══ MATERIAL SHOWN ══

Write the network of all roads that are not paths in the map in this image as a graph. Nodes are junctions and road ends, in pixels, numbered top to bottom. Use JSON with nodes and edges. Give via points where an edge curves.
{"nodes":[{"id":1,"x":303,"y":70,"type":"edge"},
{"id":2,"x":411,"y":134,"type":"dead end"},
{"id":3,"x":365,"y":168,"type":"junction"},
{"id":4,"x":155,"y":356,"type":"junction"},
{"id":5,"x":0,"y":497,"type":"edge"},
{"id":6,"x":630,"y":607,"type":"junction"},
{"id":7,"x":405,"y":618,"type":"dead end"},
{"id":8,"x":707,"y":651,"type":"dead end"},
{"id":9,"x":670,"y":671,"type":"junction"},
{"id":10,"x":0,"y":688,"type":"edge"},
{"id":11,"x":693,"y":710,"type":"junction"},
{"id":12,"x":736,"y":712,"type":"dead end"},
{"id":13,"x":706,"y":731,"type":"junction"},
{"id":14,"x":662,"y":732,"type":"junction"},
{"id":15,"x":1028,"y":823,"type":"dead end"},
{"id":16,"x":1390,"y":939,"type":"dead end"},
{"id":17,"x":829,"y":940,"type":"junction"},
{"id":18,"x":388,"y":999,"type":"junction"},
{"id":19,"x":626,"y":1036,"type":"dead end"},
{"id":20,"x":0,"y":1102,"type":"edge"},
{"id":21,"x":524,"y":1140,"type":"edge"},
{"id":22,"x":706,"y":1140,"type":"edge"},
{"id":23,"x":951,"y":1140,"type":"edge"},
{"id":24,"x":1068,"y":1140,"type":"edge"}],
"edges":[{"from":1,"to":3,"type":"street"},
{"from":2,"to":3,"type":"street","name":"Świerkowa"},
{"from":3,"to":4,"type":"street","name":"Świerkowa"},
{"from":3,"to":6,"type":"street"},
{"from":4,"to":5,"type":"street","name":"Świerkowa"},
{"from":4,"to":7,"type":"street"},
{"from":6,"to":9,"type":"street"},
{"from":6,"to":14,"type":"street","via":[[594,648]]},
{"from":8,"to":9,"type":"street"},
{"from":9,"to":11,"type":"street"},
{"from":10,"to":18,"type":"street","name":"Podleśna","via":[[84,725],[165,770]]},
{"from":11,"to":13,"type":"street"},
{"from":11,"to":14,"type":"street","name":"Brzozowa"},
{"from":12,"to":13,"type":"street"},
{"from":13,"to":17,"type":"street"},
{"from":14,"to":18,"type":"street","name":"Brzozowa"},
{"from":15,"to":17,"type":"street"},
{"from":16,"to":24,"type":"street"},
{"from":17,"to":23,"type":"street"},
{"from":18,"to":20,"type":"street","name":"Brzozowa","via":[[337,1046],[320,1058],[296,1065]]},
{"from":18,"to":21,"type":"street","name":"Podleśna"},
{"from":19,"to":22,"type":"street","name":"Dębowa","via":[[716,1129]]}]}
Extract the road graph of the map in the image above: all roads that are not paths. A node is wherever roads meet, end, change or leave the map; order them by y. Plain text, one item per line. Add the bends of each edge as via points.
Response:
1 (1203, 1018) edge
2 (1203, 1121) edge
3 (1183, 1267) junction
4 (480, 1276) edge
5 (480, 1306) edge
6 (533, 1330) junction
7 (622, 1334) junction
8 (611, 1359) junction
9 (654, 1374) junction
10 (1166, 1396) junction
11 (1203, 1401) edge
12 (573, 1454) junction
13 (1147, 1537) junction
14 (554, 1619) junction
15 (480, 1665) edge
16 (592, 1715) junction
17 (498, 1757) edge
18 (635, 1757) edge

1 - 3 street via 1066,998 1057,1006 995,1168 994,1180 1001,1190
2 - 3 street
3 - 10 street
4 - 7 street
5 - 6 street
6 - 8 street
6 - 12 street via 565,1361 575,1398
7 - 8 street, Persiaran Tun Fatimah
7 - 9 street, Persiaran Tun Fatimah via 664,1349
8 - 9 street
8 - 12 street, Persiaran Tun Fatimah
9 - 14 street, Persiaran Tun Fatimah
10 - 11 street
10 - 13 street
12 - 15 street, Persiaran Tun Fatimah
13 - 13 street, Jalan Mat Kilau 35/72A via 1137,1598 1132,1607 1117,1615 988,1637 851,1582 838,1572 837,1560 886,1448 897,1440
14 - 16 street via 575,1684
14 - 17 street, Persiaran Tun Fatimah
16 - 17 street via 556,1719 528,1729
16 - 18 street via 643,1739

═══
══ MATERIAL SHOWN ══

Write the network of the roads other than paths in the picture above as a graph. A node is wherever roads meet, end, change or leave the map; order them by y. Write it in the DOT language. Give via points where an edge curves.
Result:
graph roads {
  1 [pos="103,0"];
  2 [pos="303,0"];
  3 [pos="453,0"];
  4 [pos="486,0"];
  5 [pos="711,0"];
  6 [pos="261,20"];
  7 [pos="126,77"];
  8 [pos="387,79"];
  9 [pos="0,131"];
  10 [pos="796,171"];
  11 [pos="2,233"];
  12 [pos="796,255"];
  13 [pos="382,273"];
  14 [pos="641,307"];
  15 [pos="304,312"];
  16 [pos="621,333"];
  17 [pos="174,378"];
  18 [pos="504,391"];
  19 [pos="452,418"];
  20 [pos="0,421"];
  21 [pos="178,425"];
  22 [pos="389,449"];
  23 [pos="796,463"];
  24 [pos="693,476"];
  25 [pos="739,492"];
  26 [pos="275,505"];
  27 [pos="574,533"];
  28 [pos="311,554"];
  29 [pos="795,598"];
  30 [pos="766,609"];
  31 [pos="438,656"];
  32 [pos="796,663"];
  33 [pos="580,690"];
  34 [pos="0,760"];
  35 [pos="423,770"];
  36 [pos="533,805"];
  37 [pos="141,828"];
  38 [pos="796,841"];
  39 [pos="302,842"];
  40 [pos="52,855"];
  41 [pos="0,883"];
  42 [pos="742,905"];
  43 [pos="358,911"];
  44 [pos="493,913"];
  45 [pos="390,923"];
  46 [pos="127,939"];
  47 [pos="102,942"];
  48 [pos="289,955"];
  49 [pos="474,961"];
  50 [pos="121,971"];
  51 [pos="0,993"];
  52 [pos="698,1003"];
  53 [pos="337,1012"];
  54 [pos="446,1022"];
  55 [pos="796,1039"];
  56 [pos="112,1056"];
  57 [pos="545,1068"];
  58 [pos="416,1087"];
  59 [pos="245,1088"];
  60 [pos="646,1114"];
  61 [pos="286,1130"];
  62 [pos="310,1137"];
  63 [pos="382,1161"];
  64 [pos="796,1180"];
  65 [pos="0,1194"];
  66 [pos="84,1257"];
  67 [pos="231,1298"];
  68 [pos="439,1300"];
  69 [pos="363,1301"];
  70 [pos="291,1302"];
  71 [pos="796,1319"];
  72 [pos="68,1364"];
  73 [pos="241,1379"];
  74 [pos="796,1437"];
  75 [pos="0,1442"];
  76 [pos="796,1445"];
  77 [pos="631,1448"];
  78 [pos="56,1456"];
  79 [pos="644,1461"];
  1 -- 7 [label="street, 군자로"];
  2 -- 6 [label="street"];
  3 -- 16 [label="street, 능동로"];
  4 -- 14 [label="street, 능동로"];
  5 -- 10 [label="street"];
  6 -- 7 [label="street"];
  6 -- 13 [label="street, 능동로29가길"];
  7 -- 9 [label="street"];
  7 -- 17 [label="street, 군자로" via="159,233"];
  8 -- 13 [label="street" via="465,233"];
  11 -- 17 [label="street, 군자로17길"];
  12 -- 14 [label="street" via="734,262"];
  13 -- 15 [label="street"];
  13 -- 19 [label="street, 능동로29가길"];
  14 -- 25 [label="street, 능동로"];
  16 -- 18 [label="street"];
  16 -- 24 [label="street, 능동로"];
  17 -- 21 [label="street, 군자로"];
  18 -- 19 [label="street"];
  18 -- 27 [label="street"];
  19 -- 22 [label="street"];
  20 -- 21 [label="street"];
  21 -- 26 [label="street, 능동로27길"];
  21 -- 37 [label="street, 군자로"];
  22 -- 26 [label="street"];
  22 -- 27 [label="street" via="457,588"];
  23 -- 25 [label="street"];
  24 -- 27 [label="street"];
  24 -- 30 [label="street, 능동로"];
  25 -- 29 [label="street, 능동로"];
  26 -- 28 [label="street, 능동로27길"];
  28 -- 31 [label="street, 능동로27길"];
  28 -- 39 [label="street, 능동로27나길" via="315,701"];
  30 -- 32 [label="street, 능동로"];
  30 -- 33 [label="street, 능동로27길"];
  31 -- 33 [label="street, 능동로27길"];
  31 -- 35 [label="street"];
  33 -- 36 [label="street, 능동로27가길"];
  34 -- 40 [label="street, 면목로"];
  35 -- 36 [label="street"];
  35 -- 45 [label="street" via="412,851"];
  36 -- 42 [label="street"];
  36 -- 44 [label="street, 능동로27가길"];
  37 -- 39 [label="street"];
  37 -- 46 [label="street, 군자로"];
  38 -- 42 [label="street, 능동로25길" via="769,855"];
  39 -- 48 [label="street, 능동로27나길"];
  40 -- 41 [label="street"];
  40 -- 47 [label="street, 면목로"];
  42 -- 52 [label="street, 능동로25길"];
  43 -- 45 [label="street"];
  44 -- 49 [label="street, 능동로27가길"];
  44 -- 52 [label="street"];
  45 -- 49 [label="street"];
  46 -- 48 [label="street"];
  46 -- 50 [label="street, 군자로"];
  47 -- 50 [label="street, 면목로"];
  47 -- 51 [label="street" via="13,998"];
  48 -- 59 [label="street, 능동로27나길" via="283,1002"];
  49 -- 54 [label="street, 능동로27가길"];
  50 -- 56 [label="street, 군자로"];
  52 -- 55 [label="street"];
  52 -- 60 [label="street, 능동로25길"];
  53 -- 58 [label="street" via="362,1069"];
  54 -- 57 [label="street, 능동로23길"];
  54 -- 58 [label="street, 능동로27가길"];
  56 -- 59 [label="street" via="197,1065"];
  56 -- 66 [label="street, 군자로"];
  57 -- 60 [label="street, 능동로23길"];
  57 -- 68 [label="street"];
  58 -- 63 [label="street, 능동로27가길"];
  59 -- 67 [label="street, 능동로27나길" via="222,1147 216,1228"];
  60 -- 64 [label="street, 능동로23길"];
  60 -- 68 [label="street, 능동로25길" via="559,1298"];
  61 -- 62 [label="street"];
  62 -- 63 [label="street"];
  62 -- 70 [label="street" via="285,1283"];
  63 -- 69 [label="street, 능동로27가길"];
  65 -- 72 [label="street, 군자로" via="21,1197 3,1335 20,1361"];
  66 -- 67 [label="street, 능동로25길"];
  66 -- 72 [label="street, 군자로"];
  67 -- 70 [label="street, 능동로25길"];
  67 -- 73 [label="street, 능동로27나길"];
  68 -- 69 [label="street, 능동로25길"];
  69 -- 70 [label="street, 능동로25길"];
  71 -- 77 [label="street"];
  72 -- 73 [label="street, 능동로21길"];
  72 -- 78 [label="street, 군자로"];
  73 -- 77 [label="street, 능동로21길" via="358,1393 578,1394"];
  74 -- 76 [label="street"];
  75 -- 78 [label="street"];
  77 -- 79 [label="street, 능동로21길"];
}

═══

Check each line of the data above, and please copy the ones in which the string "dead" occurs.

RESULT:
{"id":2,"x":411,"y":134,"type":"dead end"},
{"id":7,"x":405,"y":618,"type":"dead end"},
{"id":8,"x":707,"y":651,"type":"dead end"},
{"id":12,"x":736,"y":712,"type":"dead end"},
{"id":15,"x":1028,"y":823,"type":"dead end"},
{"id":16,"x":1390,"y":939,"type":"dead end"},
{"id":19,"x":626,"y":1036,"type":"dead end"},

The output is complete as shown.